_Task_
Omit any picture, and return the remaining data exactly as written.

Stored items:
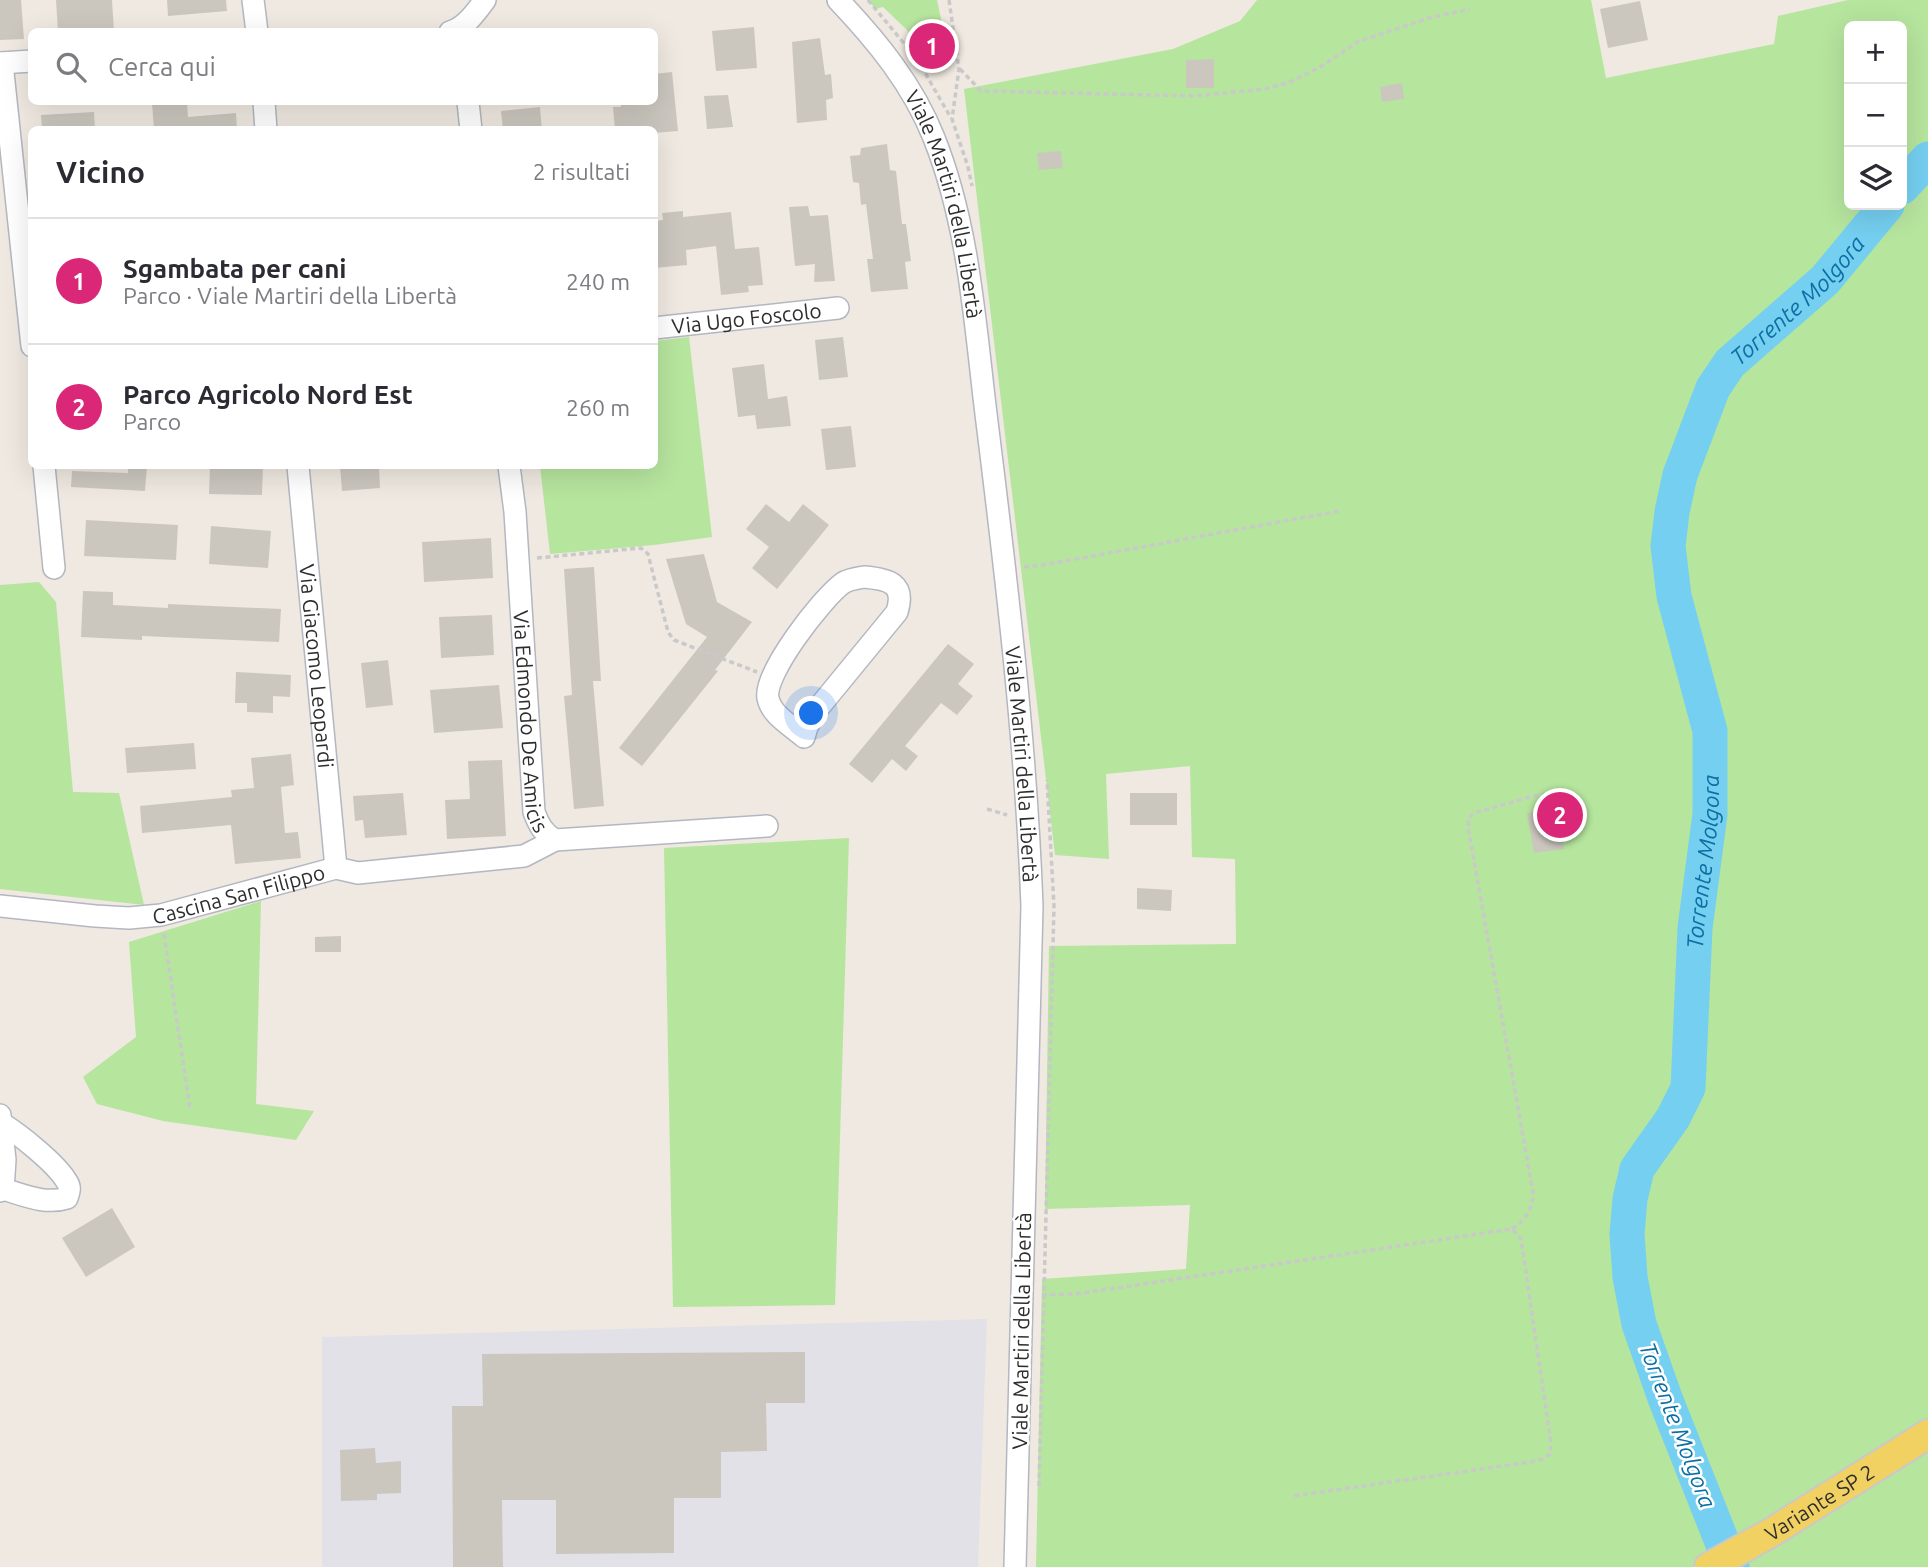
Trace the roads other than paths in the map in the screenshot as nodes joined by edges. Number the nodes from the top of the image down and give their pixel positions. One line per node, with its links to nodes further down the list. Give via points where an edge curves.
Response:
1 (253, 0): 4 (street)
2 (485, 0): 5 (street)
3 (838, 0): 27 (street, Viale Martiri della Libertà, via 877,43 912,93 934,138 956,204 1005,568 1029,816 1032,906)
4 (256, 28)
5 (458, 28)
6 (28, 61): 7 (street)
7 (1, 63): 13 (street)
8 (264, 105): 10 (street)
9 (468, 105): 11 (street)
10 (266, 126)
11 (471, 126)
12 (838, 308): 14 (street, Via Ugo Foscolo)
13 (28, 309)
14 (658, 328)
15 (44, 469): 18 (street)
16 (298, 469): 22 (street, Via Giacomo Leopardi)
17 (509, 469): 21 (street, Via Edmondo De Amicis, via 534,811 546,835)
18 (54, 568)
19 (772, 677): 19 (street, via 768,702 804,737 815,712 897,612 899,590 875,578 844,582 796,635)
20 (767, 826): 21 (street, Via Edmondo De Amicis)
21 (555, 840): 22 (street, Cascina San Filippo, via 524,856 358,873)
22 (336, 868): 23 (street, Cascina San Filippo, via 161,915 129,918)
23 (0, 906)
24 (1, 1118): 25 (street, via 5,1160); 25 (street, via 44,1157 70,1191 67,1198 56,1201)
25 (1, 1190)
26 (1928, 1434): 28 (main road, Variante SP 2)
27 (1015, 1567)
28 (1709, 1567)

_Exercise response_
Trace the roads other than paths in the map in the screenshot as nodes joined by edges. Number the nodes from the top of the image down and give their pixel positions. One line per node, with its links to nodes further down the list. Give via points where an edge curves.
Response:
1 (253, 0): 4 (street)
2 (485, 0): 5 (street)
3 (838, 0): 27 (street, Viale Martiri della Libertà, via 877,43 912,93 934,138 956,204 1005,568 1029,816 1032,906)
4 (256, 28)
5 (458, 28)
6 (28, 61): 7 (street)
7 (1, 63): 13 (street)
8 (264, 105): 10 (street)
9 (468, 105): 11 (street)
10 (266, 126)
11 (471, 126)
12 (838, 308): 14 (street, Via Ugo Foscolo)
13 (28, 309)
14 (658, 328)
15 (44, 469): 18 (street)
16 (298, 469): 22 (street, Via Giacomo Leopardi)
17 (509, 469): 21 (street, Via Edmondo De Amicis, via 534,811 546,835)
18 (54, 568)
19 (772, 677): 19 (street, via 768,702 804,737 815,712 897,612 899,590 875,578 844,582 796,635)
20 (767, 826): 21 (street, Via Edmondo De Amicis)
21 (555, 840): 22 (street, Cascina San Filippo, via 524,856 358,873)
22 (336, 868): 23 (street, Cascina San Filippo, via 161,915 129,918)
23 (0, 906)
24 (1, 1118): 25 (street, via 5,1160); 25 (street, via 44,1157 70,1191 67,1198 56,1201)
25 (1, 1190)
26 (1928, 1434): 28 (main road, Variante SP 2)
27 (1015, 1567)
28 (1709, 1567)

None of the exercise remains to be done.